Over and above that, it argued that Photi was not directly affected by the
impugned decision(s). Networth also complained about non-service or what it
called ineffective service. This last point is dismissed as it has has filed an
answering affidavit in any event.
[25] Importantly, the parties differed as to the legal implications of section 12A of
the Act. Thus, the statutory provision is the best place to begin as I consider
the merits. I will, upon deciphering the effect of the legislative stipulation, deal
with the contentions concerning the requirements for interim interdicts.
Legislative framework
[26] Section 12A of the Act is central to the dispute in this matter. Most of the
parties dealt with the provision in their papers - most certainly Photi. It reads
thus:
"(1) Any person directly affected by a decision of the Controller of Petroleum
Products may, notwithstanding any other rights that such a person may have,
appeal to the Minister against such decision.

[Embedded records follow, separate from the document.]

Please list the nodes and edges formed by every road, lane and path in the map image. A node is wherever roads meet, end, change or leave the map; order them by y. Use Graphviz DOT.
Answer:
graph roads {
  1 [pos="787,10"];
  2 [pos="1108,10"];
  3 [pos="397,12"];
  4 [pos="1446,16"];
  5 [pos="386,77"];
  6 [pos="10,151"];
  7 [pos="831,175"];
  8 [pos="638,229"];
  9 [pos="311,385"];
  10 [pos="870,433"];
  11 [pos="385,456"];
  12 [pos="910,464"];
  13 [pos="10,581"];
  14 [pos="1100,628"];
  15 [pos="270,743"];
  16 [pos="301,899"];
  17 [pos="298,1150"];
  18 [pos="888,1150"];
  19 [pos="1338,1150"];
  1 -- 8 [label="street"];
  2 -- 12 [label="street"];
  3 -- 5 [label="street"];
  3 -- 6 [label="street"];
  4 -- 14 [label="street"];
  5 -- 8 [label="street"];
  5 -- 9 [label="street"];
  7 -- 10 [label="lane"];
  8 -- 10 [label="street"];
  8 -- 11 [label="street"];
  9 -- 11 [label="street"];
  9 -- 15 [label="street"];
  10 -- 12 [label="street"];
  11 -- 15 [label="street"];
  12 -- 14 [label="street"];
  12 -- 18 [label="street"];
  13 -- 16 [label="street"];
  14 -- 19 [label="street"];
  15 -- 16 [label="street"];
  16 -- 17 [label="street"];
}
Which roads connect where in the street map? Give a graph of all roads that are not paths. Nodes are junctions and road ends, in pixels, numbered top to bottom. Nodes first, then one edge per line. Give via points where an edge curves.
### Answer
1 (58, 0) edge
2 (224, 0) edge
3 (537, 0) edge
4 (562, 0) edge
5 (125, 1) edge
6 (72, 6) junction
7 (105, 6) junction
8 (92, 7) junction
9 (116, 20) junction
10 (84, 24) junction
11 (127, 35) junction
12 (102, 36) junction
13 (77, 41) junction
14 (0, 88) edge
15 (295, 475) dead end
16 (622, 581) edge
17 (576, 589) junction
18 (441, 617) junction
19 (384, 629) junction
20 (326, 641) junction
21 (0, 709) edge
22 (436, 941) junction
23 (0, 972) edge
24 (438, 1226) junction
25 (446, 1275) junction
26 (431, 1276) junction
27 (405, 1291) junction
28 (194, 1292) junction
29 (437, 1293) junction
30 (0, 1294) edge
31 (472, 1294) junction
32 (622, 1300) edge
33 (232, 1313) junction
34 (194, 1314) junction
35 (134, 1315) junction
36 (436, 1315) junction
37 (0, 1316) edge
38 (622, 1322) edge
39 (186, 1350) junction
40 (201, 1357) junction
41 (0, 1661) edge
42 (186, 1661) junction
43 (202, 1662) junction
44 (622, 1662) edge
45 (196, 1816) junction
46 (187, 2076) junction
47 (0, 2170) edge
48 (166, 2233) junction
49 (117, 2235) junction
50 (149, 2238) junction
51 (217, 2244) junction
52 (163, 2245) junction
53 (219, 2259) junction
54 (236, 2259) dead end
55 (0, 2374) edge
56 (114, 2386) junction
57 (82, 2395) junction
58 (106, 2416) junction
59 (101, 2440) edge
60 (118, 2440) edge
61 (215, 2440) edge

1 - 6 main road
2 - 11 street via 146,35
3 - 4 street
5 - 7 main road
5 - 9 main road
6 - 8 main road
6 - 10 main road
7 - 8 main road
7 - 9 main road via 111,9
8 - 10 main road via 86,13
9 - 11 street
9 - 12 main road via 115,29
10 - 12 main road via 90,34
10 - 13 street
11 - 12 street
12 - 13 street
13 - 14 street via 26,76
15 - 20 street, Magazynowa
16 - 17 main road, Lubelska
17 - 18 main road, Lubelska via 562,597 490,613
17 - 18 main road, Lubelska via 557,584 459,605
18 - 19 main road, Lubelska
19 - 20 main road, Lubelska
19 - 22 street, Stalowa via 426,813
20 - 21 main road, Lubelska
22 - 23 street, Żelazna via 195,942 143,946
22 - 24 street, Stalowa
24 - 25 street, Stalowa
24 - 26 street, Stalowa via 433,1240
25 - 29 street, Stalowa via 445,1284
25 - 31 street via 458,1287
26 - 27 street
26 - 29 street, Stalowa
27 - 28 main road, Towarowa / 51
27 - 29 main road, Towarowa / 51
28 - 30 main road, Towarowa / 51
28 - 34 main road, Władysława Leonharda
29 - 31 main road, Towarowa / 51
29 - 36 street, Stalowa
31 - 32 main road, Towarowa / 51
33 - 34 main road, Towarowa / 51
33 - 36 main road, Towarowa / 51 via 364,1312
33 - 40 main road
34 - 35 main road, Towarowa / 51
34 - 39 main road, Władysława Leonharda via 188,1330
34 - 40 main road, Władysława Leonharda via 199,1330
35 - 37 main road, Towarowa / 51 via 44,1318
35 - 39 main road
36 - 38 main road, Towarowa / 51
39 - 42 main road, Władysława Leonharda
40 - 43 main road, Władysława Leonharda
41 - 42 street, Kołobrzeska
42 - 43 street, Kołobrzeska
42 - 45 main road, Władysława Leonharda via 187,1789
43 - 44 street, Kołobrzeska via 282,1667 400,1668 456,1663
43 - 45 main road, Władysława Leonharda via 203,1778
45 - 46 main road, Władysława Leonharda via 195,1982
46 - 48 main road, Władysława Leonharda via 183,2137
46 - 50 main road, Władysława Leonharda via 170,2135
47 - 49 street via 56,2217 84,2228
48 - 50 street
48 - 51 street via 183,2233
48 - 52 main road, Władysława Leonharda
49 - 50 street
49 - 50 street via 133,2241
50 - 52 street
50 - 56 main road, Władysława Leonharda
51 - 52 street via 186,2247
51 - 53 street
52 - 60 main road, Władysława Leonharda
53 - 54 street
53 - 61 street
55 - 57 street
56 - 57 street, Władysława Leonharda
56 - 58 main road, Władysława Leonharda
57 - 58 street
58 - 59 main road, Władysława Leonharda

(2) An appeal in terms of paragraph (a) shall be lodged within 60 days after such
decision has been made known to the affected person and shall be
accompanied by-
(a) a written explanation setting out the nature of the appeal;
(b) any documentary evidence upon which the appeal is based.
(3) The Minister shall consider the appeal, and shall give his or her decision
thereon, together with written reasons therefor, within the period specified in
the regulations."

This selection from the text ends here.